When reviewing the Fed’s recent history, James Bullard, President of the Federal Reserve Bank of St Louis, came to the conclusion that restrictive monetary policies (in 1983 and 1994) had not ultimately led to a recession and that the extinction of underlying inflationary tensions had paved the way for a strong and long-lasting growth cycle.
In the 1970s, the ‘stop & go’ policies neither kept inflation from remaining elevated, nor boosted feeble economic growth, as business cycles have shortened.
Investors may take this analysis further by comparing stock market performances. Unable to offer protection against inflation in the 1970s, market returns were then particularly strong in the 1980s and the second half of the 1990s.
JACKSON HOLE: CENTRAL BANKS HAVE MADE THEIR DECISION
At Jackson Hole, Jerome Powell put an end to the ambiguous guidance. Key rates must become restrictive and for a sufficiently long period of time to bring inflation down to 2%, even if this causes some pain for the economy. The ECB appears to have adopted a similar model according to many members of the central bank, though Christine Lagarde has remained tight-lipped on the issue. We believe that Jackson Hole has marked a turning point: a return to the 1970s is not an option, though this will require central banks sticking to the path they have set and going the whole way.
Furthermore, several factors signal that inflation could start to abate: production line tensions are decreasing, while in the US, new rents have already begun to slow down and job offers have retreated from the all-time highs reached at the start of the year.
THE OUTLOOK IS FINALLY LOOKING BRIGHTER FOR THE GLOBAL ECONOMY THOUGH WE PREFER TO REMAIN PRUDENT IN THE VERY SHORT-TERM
Now that central banks have clarified their goal – which appears achievable for the Fed and highly likely for the ECB – and if inflation subsides over the next few months, the environment will be particularly conducive to a strong bull market. With this in mind, we are optimistic over the mid-term.
However, in terms of timing, we prefer not to position our portfolios too early as:
- Short-term rates have factored in the Jackson Hole statement rather effectively, but maybe not fully. Markets might continue to correct as the perception of a durably restrictive monetary policy may wellincrease the likelihood of a recession for investors.
- The Fed’s quantitative tightening - the effects of which are unclear but potentially negative for markets - will see its intensity rise two-fold in September.

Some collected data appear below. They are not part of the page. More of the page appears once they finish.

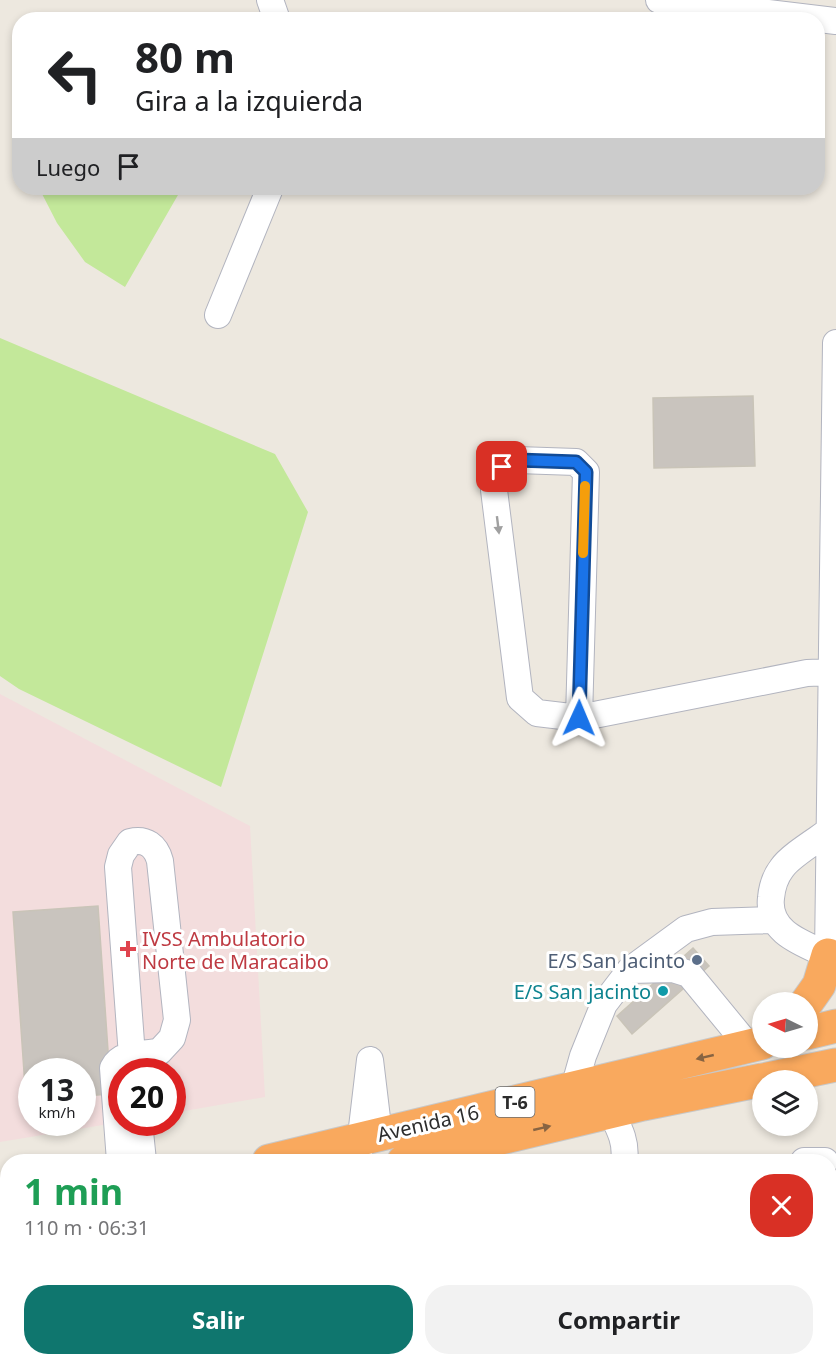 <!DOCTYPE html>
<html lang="es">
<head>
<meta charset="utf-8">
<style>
  body { margin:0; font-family:"Noto Sans",sans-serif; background:#f2f2f2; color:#202124; height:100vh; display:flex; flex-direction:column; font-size:22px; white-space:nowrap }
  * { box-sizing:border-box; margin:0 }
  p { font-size:20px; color:#757577 }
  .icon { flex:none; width:33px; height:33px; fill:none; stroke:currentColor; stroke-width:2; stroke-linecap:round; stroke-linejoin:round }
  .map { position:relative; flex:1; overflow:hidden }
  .details { position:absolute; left:0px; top:1154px; width:837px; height:212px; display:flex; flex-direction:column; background:#fff; border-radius:24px 24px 0 0; box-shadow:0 3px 9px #0003 }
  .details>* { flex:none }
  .guide { position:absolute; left:12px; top:12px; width:813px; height:183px; border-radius:24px; box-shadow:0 3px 9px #0003; background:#fff; color:#202124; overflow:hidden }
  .needle { width:39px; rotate:275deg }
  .tools { position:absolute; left:752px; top:992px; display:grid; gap:12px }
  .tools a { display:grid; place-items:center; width:66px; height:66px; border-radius:50%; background:#fff; box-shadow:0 3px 9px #0003; font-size:30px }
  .speed { position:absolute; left:18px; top:1058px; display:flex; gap:12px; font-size:30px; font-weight:700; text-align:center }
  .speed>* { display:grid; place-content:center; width:78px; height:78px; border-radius:50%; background:#fff; box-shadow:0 3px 9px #0003; line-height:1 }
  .speed small { font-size:15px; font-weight:400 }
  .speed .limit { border:9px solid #d22; background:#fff; color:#111 }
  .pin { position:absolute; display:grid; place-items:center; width:51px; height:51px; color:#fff; margin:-26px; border-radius:12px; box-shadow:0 3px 9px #0006 }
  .me { position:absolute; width:66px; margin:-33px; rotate:1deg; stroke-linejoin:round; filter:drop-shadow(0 0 4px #0008) }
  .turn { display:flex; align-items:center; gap:21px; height:126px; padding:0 24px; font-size:27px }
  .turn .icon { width:78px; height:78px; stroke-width:2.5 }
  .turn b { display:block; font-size:42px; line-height:51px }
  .then { display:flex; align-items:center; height:57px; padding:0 24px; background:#0003; gap:12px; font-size:22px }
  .round { display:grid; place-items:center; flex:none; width:63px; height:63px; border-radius:24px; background:#f2f2f2 }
  .summary { display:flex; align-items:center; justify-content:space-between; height:102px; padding:0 24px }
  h1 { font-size:36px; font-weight:700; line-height:45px; color:#1e9e55 }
  .primary-button { display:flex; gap:12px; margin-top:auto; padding:12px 24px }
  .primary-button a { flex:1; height:69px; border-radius:24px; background:#0f766e; color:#fff; font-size:24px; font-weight:700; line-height:69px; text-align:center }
  .primary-button a+a { background:#f2f2f2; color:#202124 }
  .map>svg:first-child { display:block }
  .medical { fill:#f3dddd; fill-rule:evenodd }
  .pitch { fill:#c3e89a }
  .building { fill:#c9c4be; stroke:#c9c4b8; stroke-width:1.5 }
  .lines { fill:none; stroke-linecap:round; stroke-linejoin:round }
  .minor-casing { stroke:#b2b4bf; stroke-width:28 }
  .highway-casing { stroke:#c8c8c8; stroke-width:35 }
  .minor { stroke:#fff; stroke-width:26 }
  .highway { stroke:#f9a95e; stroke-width:33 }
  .oneway { fill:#a0a0a0 }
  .oneway2 { fill:#886442 }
  .route-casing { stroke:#114b97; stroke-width:15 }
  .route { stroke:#1a73e8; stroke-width:10 }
  .slow { stroke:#f59e0b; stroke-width:10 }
  .health-dot { fill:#e0444e; stroke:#fff; stroke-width:2 }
  .service-dot { fill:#5c6f8a; stroke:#fff; stroke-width:2 }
  .culture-dot { fill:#0f9aa8; stroke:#fff; stroke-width:2 }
  .labels { text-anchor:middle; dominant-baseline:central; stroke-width:6; stroke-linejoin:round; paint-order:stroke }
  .shield { fill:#fff; stroke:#6b6b6b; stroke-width:1.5 }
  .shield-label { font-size:18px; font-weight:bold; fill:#2c2c2c }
  .health-label { font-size:20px; fill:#be3a42; stroke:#fff; text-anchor:start }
  .service-label { font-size:20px; fill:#4e5e75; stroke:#fff; text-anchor:end }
  .culture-label { font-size:20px; fill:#0d838f; stroke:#fff; text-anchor:end }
  .street-label { font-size:20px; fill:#2c2c2c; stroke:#fff }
</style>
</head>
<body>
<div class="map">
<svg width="836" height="1364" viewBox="0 0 836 1364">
  <rect width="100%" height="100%" fill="#ede8df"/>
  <path class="medical" d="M0,694L250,826L265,1097L173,1113L172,1071H122L121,1122L0,1142ZM32,1071H82V1122H32Z"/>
  <path class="pitch" d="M39,188H182L125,287L85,262L57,223Z
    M0,338L275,454L308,512L221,787L19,689L0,676Z"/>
  <path class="building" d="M753,396L755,466L654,468L653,398Z
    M98,906L111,1094L82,1096V1071H32V1100L26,1101L13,912Z
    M693,948L709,966L632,1034L617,1016Z
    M323,1358H498V1364H322Z"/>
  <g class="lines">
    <defs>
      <path id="minor" d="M270,0L277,20
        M659,0L836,21
        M218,315L270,188
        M579,718L586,472L576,462L517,460L503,467L494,490L520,698L537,713L579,718L807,673L832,672
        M828,955C802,943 767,932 771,898C772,887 775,877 782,868C790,856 817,840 829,831
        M630,970L673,969L689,974L749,1047
        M834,971L828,955L836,343
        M574,1088L583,1056L604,1004L630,970L686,929L712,922L773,920
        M611,1112C619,1128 627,1142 624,1161
        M139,1122L143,1161
        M120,1161L113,1068C121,1052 143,1054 159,1052L172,1038L177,1020L160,861C156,846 146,838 130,842L121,855L118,867L132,1056L134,1071
        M358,1161L370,1060L379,1135
        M804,1161H825
        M255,1358V1364
        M335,1364L336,1358
        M588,1364L589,1358
        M756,1364L763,1358"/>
      <path id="highway" d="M807,1002L819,985L828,955
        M807,1033L836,1026
        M763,1080L836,1065
        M269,1161L762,1043
        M404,1161L643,1104L762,1080
        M0,1221L8,1220
        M0,1256L8,1254"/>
    </defs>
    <use href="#minor" class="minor-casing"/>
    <use href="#highway" class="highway-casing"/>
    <use href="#minor" class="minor"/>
    <use href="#highway" class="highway"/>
  </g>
  <defs><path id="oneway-solid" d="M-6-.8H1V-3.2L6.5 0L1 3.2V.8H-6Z" transform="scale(1.5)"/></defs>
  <use class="oneway" href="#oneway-solid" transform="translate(498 525) rotate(83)"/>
  <g class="oneway2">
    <use href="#oneway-solid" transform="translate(705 1057) rotate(167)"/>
    <use href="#oneway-solid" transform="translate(542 1128) rotate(-13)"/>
  </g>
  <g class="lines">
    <defs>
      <path id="route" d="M502,467L517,460L576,462L586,472L579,718"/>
    </defs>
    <use href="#route" class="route-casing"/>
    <use href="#route" class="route"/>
    <path class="slow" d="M583,553L585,486"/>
  </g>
  <path class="health-dot" d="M125 940h6v6h6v6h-6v6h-6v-6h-6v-6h6z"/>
  <circle class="service-dot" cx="697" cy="960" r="6"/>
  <circle class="culture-dot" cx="663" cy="991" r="6"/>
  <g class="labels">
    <rect class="shield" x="495.5" y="1087" width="39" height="30" rx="4.5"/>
    <g class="shield-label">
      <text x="515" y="1102">T-6</text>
    </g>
    <g class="health-label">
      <text x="142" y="938">IVSS Ambulatorio<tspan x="142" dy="23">Norte de Maracaibo</tspan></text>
    </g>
    <g class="service-label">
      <text x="685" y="960">E/S San Jacinto</text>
    </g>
    <g class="culture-label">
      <text x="651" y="991">E/S San jacinto</text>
    </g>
    <g class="street-label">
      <text transform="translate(428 1123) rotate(-13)">Avenida 16</text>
    </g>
  </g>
</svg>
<div class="tools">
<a><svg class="needle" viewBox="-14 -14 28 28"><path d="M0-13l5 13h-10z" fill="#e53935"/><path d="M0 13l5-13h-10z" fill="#757577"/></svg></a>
<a><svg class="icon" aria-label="layers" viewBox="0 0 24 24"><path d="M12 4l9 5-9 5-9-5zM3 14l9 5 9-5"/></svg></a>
</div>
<div class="speed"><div>13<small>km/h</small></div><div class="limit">20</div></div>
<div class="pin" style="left:502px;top:467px;background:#d93025"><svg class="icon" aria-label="arrive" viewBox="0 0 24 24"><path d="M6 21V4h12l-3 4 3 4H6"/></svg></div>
<svg class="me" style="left:579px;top:718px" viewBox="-20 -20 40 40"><path d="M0-17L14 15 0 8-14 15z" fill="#1a73e8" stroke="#fff" stroke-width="4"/></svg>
<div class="guide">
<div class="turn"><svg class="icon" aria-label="left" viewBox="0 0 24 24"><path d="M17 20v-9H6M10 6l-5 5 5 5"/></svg><div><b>80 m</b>Gira a la izquierda</div></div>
<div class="then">Luego<svg class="icon" aria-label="arrive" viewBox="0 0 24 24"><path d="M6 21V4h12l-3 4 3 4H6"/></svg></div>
</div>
<section class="details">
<div class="summary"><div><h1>1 min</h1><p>110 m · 06:31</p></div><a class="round" style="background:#d93025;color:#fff"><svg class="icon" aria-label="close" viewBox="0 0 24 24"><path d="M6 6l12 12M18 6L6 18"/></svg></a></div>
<div class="primary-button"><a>Salir</a><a>Compartir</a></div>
</section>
</div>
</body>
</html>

- We are entering a phase of downward revisions to earnings forecasts.
Our short-term cautious stance is nevertheless expected to be limited and will be revised in the very near future, as the situation evolves.
EUROPE LACKS VISIBILITY BUT SHOULD NOT BE UNDULY UNDER-WEIGHT
Energy bills and inflation will rise significantly as the price of gas surges in Europe. The extent of the shock is such that forecasts on European economic growth have been put on hold. The decline of the euro, partly caused by the European energy crisis, is putting the ECB under pressure, and increasing the risk of a recessive trend in monetary policy.

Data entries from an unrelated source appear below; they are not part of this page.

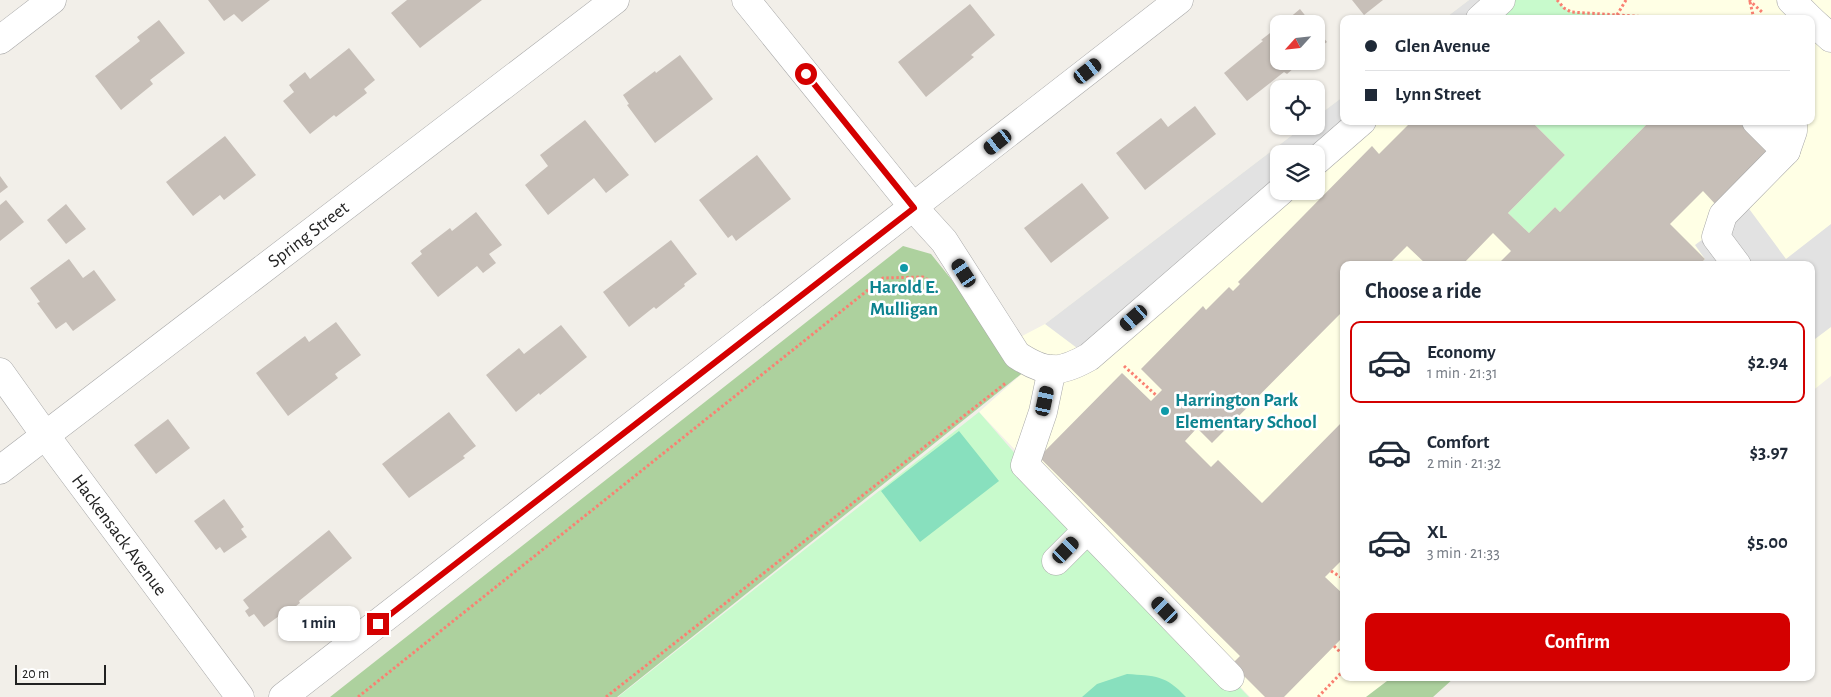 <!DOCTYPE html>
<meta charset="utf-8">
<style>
:root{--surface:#fff;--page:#f2f2f3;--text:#1f2937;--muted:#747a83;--line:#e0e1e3;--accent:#d40000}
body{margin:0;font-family:"Alegreya Sans",sans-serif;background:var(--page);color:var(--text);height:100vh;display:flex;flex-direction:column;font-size:19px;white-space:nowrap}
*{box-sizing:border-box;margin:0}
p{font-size:16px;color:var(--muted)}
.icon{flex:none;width:28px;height:28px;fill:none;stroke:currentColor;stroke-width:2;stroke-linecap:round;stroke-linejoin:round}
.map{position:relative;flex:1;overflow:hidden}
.drawer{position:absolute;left:1340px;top:261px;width:475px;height:420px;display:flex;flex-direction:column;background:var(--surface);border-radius:10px;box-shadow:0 1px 4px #0004}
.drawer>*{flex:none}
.top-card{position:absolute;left:1340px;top:15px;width:475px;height:110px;border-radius:10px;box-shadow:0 1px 4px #0004;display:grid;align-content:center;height:110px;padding:0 25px;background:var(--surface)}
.needle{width:32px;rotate:243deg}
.fabs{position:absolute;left:1270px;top:15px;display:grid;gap:10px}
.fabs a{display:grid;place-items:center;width:55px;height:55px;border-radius:10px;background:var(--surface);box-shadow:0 1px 4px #0004;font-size:25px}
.scale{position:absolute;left:15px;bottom:12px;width:91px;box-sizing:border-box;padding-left:5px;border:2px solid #222;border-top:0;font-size:14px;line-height:18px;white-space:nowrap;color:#222;-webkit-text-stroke:4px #fff;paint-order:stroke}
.end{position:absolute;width:22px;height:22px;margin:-11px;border:6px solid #d40000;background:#fff;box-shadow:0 0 0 2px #fff}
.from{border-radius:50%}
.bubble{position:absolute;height:35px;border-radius:10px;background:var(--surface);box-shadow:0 1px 4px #0004;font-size:16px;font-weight:600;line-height:35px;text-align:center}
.car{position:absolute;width:15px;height:30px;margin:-15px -8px;border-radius:6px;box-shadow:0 0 4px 1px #0007;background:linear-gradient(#222 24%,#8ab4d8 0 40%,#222 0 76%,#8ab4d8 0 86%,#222 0)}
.top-card b{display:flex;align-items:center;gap:18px;height:48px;font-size:19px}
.top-card b+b{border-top:1px solid var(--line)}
.top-card i{width:12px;height:12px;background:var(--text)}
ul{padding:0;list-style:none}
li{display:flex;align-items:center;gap:15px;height:82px;margin:0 10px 8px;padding:0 15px;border:2px solid transparent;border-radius:10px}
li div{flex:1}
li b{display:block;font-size:19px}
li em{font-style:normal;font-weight:600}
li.selected{border-color:var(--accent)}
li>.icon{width:45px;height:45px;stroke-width:1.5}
h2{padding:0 25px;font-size:22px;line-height:60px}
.cta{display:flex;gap:10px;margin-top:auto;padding:10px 25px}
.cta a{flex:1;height:58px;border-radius:10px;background:var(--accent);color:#fff;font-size:20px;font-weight:600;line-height:58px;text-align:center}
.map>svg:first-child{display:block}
.education{fill:#ffffe5;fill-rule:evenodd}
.forest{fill:#add19e}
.park{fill:#c8facc}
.pitch{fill:#88e0be}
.parking{fill:#e2e2e2}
.building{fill:#c7bfb8}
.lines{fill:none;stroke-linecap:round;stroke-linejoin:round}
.minor-casing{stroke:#a9a9a9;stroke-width:29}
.path{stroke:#fa8072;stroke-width:3;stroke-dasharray:2.5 2.5;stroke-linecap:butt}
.minor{stroke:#fff;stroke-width:28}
.route{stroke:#d40000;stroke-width:6}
.culture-dot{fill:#0f9aa8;stroke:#fff;stroke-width:2}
.labels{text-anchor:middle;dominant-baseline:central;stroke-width:5;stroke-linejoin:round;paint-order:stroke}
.street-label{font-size:19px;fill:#222;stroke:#fff}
.culture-label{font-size:19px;font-weight:bold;fill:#0d838f;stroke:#fff}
</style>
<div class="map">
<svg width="1831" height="697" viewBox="0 0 1831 697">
<rect width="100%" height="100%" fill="#f2efe9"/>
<path class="education" d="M1469 0H1831V376L1811 392V265H1344V678H1391L1366 697H1250L979 412 1025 371 1009 343 1045 324 1304 126H1316V117L1344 96V121H1811V19H1444ZM1279 154H1316V191H1279Z"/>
<path class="forest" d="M903 246 931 254 1025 371 617 697H330Z
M1391 678H1454L1433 697H1366Z"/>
<path class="park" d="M1501 0H1557L1564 8 1571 12 1680 19H1480Z
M1531 121H1642L1646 125 1560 212 1555 207 1529 233 1508 213 1565 155Z
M979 412 1025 465 1249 697H618Z"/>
<path class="pitch" d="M959 431 999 481 920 542 881 491Z
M1127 674C1155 676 1166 675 1186 697H1082L1097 684Z"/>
<path class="parking" d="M1469 0H1501L1480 19H1444Z
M1344 96V121L1316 154H1279V191L1089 357 1045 324 1304 126H1316V117Z
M1747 206 1786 259 1831 224V327L1811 342V265H1699L1705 259 1695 245Z"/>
<path class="building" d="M208 0H270L242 22 234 14 224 21Z
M407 0H482L420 48 391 13Z
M1352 0H1383L1364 15Z
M970 4 995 35 971 55 974 57 926 97 898 62Z
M1300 9 1312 24H1282Z
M159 20 185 53 150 80 153 84 121 110 95 76 140 41 137 37Z
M1279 26V61H1302L1287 74 1284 72 1247 101 1224 73 1263 41 1261 40Z
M1316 29 1327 42 1316 50Z
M349 48 375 80 364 89 367 93 336 117 334 115 310 134 283 101 294 92 289 85 305 72 310 79Z
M680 55 713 99 655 143 627 105 629 104 623 95 655 71 656 73Z
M1195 106 1216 134 1145 190 1116 153 1161 118 1168 127Z
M585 120 629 175 606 193 594 178 548 215 525 185 548 166 540 155Z
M1412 121H1531L1565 155 1508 213 1529 233 1555 207 1560 212 1646 125 1642 121H1748L1776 149 1718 207 1703 191 1670 224 1705 259 1699 265H1497L1511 251 1493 233 1462 265H1427L1407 246 1388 265H1344V310L1212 443 1197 428 1185 441 1211 467 1218 460 1262 503 1344 420V558L1325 577 1344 595V636L1284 697H1265L1232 664 1240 656 1039 457 1122 373 1151 401 1162 390 1141 369 1203 306 1206 310 1229 287 1233 291 1240 284 1238 282 1372 146 1379 154Z
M225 136 256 175 224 200 220 195 193 216 166 182Z
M757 155 791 199 736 241 732 235 728 238 699 200Z
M0 176 8 187 0 193Z
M1082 183 1109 218 1051 263 1024 228Z
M6 200 24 222 0 241V205Z
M66 204 86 229 66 244 47 220Z
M476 212 502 245 489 254 496 263 483 273 477 266 438 297 411 263 422 254 420 251 450 228 452 231Z
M671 240 697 274 684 284 685 286 656 309 654 307 629 327 603 292Z
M69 259 83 278 94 270 116 300 73 331 66 322 56 329 37 303 40 302 30 288Z
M336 322 361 355 335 374 338 378 288 416 256 373 305 336 309 342Z
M561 325 587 357 540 395 539 393 516 412 486 375 519 348 524 354Z
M449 412 476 446 463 456 465 458 409 498 382 464Z
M168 419 190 448 156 474 134 445Z
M224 499 244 527 241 529 247 537 224 553 220 547 216 550 194 521Z
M329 530 352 558 299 601 300 603 291 610 290 608 264 627 254 614 249 617 245 611 249 608 243 600Z"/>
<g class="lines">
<g class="minor-casing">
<g id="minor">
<path d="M746 0 914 208 944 241 1017 355C1046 374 1059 374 1089 357L1281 191"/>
<path d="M1791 0 1810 19"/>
<path d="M1480 19 1501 0"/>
<path d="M1811 20 1831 38"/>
<path d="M0 40 52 0"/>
<path d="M1756 121 1786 151"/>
<path d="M1316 161 1362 121"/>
<path d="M1737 265 1716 237 1723 215 1786 151 1793 131V121"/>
<path d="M1052 369 1043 412 1025 465 1230 677"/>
<path id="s1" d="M0 372 45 435 240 697"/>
<path id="s2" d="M0 470 615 0"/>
<path d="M1056 561 1087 530"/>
<path d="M283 697 1179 0"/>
</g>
</g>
<path class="path" d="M1557 0 1564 8 1571 12 1680 19
M1749 0 1763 13
M1750 2 1754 19
M1617 15 1626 0
M1124 366 1157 396
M1331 571 1344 579
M1334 646 1344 656
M358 697 883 278 923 277 935 284
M606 697 1007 382
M1318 697 1344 670"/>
<use href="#minor" class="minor"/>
</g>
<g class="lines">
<path class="route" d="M378 624 914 208 806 74"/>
</g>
<g class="culture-dot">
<circle cx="904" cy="268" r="5"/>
<circle cx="1165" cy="411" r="5"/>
</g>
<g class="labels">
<g class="street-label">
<text stroke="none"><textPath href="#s2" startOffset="388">Spring Street</textPath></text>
<text stroke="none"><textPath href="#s1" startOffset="202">Hackensack Avenue</textPath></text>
</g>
<g class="culture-label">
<text x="904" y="287">Harold E.<tspan x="904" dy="22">Mulligan</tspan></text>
<text x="1175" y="400" text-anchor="start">Harrington Park<tspan x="1175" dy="22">Elementary School</tspan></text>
</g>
</g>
</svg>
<div class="fabs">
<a><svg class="needle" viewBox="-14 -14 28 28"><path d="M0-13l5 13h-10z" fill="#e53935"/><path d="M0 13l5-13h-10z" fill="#747a83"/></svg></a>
<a><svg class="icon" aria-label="locate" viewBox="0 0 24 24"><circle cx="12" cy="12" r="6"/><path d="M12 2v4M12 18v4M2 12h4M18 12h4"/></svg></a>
<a><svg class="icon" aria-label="layers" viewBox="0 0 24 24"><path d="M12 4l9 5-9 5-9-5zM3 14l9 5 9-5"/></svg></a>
</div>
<div class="scale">20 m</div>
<i class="end from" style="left:806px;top:74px"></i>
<i class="end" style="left:378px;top:624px"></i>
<div class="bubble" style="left:278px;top:606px;width:82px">1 min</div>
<i class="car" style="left:1088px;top:71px;rotate:52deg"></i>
<i class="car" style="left:998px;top:142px;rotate:232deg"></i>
<i class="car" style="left:964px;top:273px;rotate:327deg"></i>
<i class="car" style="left:1134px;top:318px;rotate:229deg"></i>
<i class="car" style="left:1045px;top:401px;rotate:12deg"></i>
<i class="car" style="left:1066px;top:550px;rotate:44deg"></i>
<i class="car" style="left:1165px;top:610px;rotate:316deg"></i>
<div class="top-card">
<b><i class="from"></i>Glen Avenue</b>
<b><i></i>Lynn Street</b>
</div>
<section class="drawer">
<h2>Choose a ride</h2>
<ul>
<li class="selected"><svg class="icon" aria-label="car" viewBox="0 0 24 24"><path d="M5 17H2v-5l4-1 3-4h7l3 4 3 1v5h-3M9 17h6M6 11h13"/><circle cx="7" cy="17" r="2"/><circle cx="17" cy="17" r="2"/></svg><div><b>Economy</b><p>1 min · 21:31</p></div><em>$2.94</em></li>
<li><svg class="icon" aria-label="car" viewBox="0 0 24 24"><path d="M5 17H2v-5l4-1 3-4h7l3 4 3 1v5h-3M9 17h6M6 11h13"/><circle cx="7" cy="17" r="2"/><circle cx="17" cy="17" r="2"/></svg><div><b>Comfort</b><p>2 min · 21:32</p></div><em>$3.97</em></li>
<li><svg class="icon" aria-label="car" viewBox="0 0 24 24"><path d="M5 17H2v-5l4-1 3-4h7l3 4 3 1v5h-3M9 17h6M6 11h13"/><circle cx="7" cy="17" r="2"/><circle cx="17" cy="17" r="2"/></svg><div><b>XL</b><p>3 min · 21:33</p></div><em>$5.00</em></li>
</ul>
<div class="cta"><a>Confirm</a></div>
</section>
</div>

The key problem for investors is that the current challenge for Europe can be summarised as one single factor: the price of gas – which is both highly political and highly volatile. European assets have factored in a great deal of negative news but have not incorporated the scenario of a severe recession.
We therefore prefer to underweight European assets (equities, high-yield bonds), but only to a limited extent. We feel the situation can turn around very quickly and staying away from these listed markets would be costly.
Within equity markets, we appreciate healthcare, which is resilient in periods of economic slowdown, and Big Data. Finally, the very strong run enjoyed by the Indian market has confirmed our long-held faith in this investment theme: India now offers durable growth prospects. The boom of the residential real estate market in the country has supported the long-lasting development of a middle class, accompanied with a high demand for goods and equipment.